Imagine my initial surprise when HP and I had the following conversation right before nap.  Let me set the stage first.  Usually, we will sit in the rocking chair in her room and nurse while we read a few books.  Then, I will lay her down, sometimes rubbing her back to sleep or nursing her for another minute. 
Me:  HP, time to get in the chair to read stories.
HP: Me stand right here (next to the rocking chair).
Me: Don't you want milk while we read?
HP: Mommy-milk is for babies, me big girl. 
Me:  Babies?  Sometimes girls have mommy-milk.  So, you don't want mommy-milk? (Inside I was laughing, because this 'big girl' nursed all last night because she was not feeling well.)
HP: No (EMPHATICALLY!) Me big girl.
Me:  OK. (I proceeded to read.  Then asked her to get into her bed).
HP:  (Sly smile).  Me want mommy-milk. 
Me:  I thought mommy-milk was for babies?
HP: No, big girls want mommy-milk too!

In recounting this discussion with someone very dear to me, she asked if I would have been relieved, knowing that the ending of  the nursing part of the relationship would be over, but that HP was ready for this.  I will have to think that over.  Dealing with change and transitions have never been my strong suit. I will definitely need to think this over.

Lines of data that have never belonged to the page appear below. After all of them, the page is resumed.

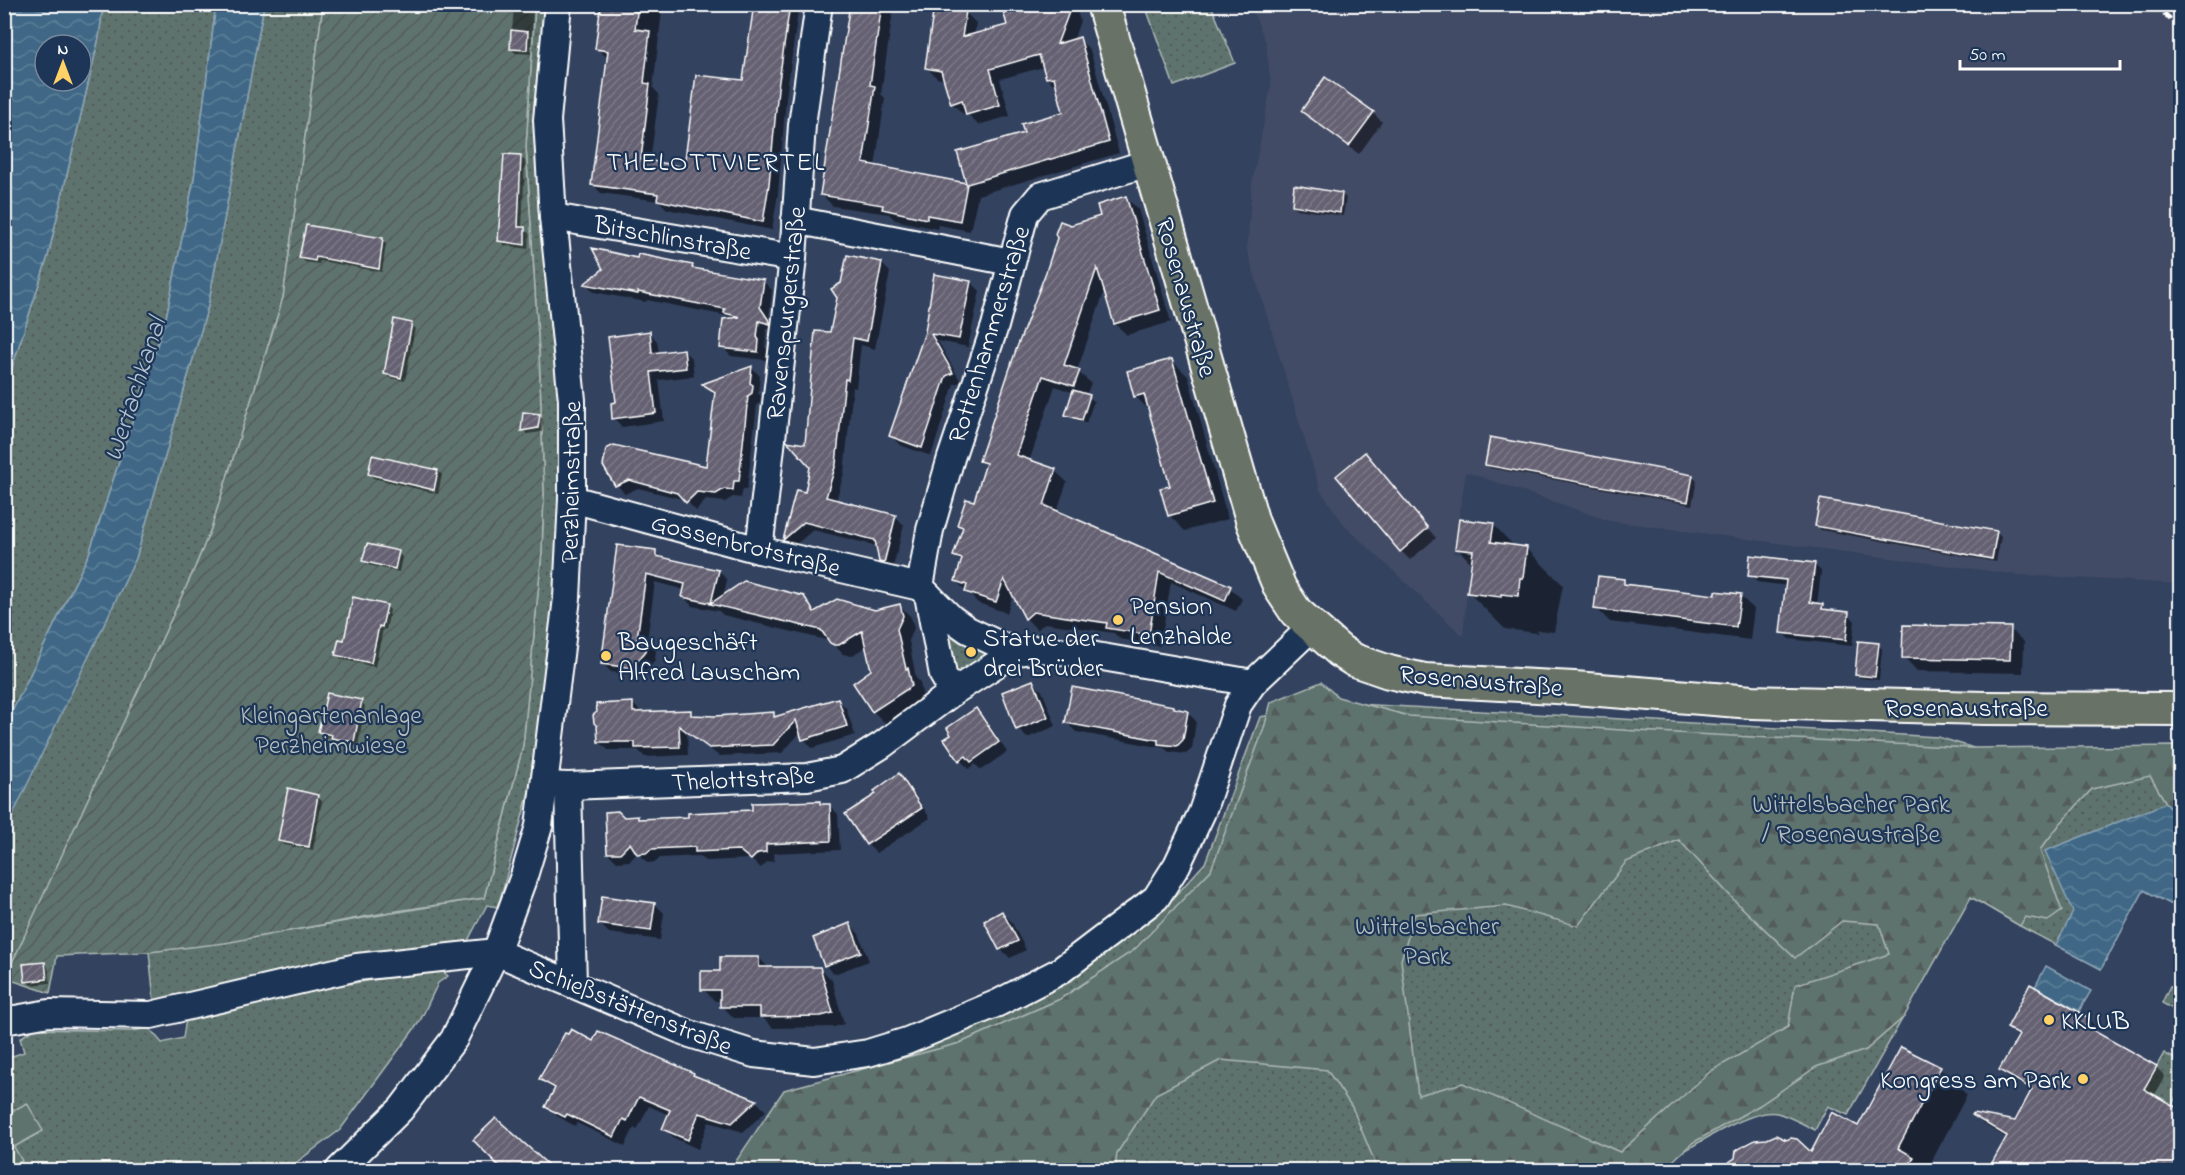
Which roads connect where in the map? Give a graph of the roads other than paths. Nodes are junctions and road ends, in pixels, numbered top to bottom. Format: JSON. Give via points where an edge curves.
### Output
{"nodes":[{"id":1,"x":558,"y":4,"type":"edge"},
{"id":2,"x":819,"y":4,"type":"edge"},
{"id":3,"x":1103,"y":4,"type":"edge"},
{"id":4,"x":1148,"y":163,"type":"junction"},
{"id":5,"x":553,"y":217,"type":"junction"},
{"id":6,"x":795,"y":220,"type":"junction"},
{"id":7,"x":793,"y":258,"type":"junction"},
{"id":8,"x":1011,"y":262,"type":"junction"},
{"id":9,"x":572,"y":499,"type":"junction"},
{"id":10,"x":759,"y":550,"type":"junction"},
{"id":11,"x":924,"y":591,"type":"junction"},
{"id":12,"x":1312,"y":627,"type":"junction"},
{"id":13,"x":1015,"y":652,"type":"junction"},
{"id":14,"x":1253,"y":684,"type":"junction"},
{"id":15,"x":953,"y":692,"type":"junction"},
{"id":16,"x":2181,"y":709,"type":"edge"},
{"id":17,"x":556,"y":785,"type":"junction"},
{"id":18,"x":496,"y":952,"type":"junction"},
{"id":19,"x":573,"y":984,"type":"junction"},
{"id":20,"x":4,"y":1021,"type":"edge"},
{"id":21,"x":339,"y":1170,"type":"edge"}],
"edges":[{"from":1,"to":5,"type":"street","name":"Perzheimstraße","via":[[547,120]]},
{"from":2,"to":6,"type":"street","name":"Ravenspurgerstraße","via":[[802,125]]},
{"from":3,"to":4,"type":"main road","name":"Rosenaustraße"},
{"from":4,"to":8,"type":"street","name":"Rottenhammerstraße","via":[[1040,196],[1024,214]]},
{"from":4,"to":12,"type":"main road","name":"Rosenaustraße","via":[[1253,523],[1280,588]]},
{"from":5,"to":7,"type":"street","name":"Bitschlinstraße"},
{"from":5,"to":9,"type":"street","name":"Perzheimstraße","via":[[572,400]]},
{"from":6,"to":7,"type":"street","name":"Ravenspurgerstraße"},
{"from":6,"to":8,"type":"street"},
{"from":7,"to":10,"type":"street","name":"Ravenspurgerstraße"},
{"from":8,"to":11,"type":"street","name":"Rottenhammerstraße","via":[[995,326],[930,530]]},
{"from":9,"to":10,"type":"street","name":"Gossenbrotstraße"},
{"from":9,"to":17,"type":"street","name":"Perzheimstraße"},
{"from":10,"to":11,"type":"street","name":"Gossenbrotstraße"},
{"from":11,"to":13,"type":"street","via":[[968,630]]},
{"from":11,"to":15,"type":"street","via":[[943,675]]},
{"from":12,"to":14,"type":"street","name":"Schießstättenstraße"},
{"from":12,"to":16,"type":"main road","name":"Rosenaustraße","via":[[1354,660],[1425,680],[1775,703]]},
{"from":13,"to":14,"type":"street","name":"Thelottstraße","via":[[1042,649],[1085,654]]},
{"from":13,"to":15,"type":"street","name":"Thelottstraße"},
{"from":14,"to":19,"type":"street","name":"Schießstättenstraße","via":[[1238,705],[1202,812],[1156,898],[1060,970],[998,1003],[907,1041],[868,1053],[813,1061],[754,1054],[690,1035]]},
{"from":15,"to":17,"type":"street","name":"Thelottstraße","via":[[842,770],[807,777]]},
{"from":17,"to":18,"type":"street","name":"Perzheimstraße"},
{"from":17,"to":19,"type":"street","name":"Perzheimstraße"},
{"from":18,"to":19,"type":"street","name":"Schießstättenstraße"},
{"from":18,"to":20,"type":"street","name":"Schießstättenstraße","via":[[357,967],[151,1015],[49,1013]]},
{"from":18,"to":21,"type":"street","name":"Perzheimstraße","via":[[445,1052],[401,1109]]}]}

Saturday, February 7, 2015

A Little Egg

I don't want the birds and the bees to be a total surprise to my children, so I guess that I have begun introducing them to how they were made very early on.  The other day, Honeypie and I were driving in the car in the old stomping grounds where my dear husband and I lived together when we were first married. "The old condo" is what we fondly call it.  It was also Ladybug's first home and she still talks about how she misses her room with "two doors".  At any rate, I pointed out to Honey pie the place where we used to live when the following conversation  ensued:


Me: There is the place where your mommy, daddy, and sister used to live.
H: Me go with you?
Me: Well, actually you were not born yet.
H: Me go with you, Mommy?
Me: Well, actually, you were with me, but you were a little egg.  In fact, you and your sister have been with me my entire life. You were just little eggs.
H:  Then me broke open.  Me biddy.
Me: Well, not exactly,but I am so glad that you are here.

Tuesday, January 13, 2015

Honeypie's Wisdom

Honeypie is 2 and 1/2 years old.  However, if you ask her how old she is she says "two old". 

Yesterday, she told me to "shh".  When I asked her why, she said that "the baby in her tummy was sleeping."

Watching her and Ladybug, who now is 7 and 1/4 years old, interact usually brings a smile to my face.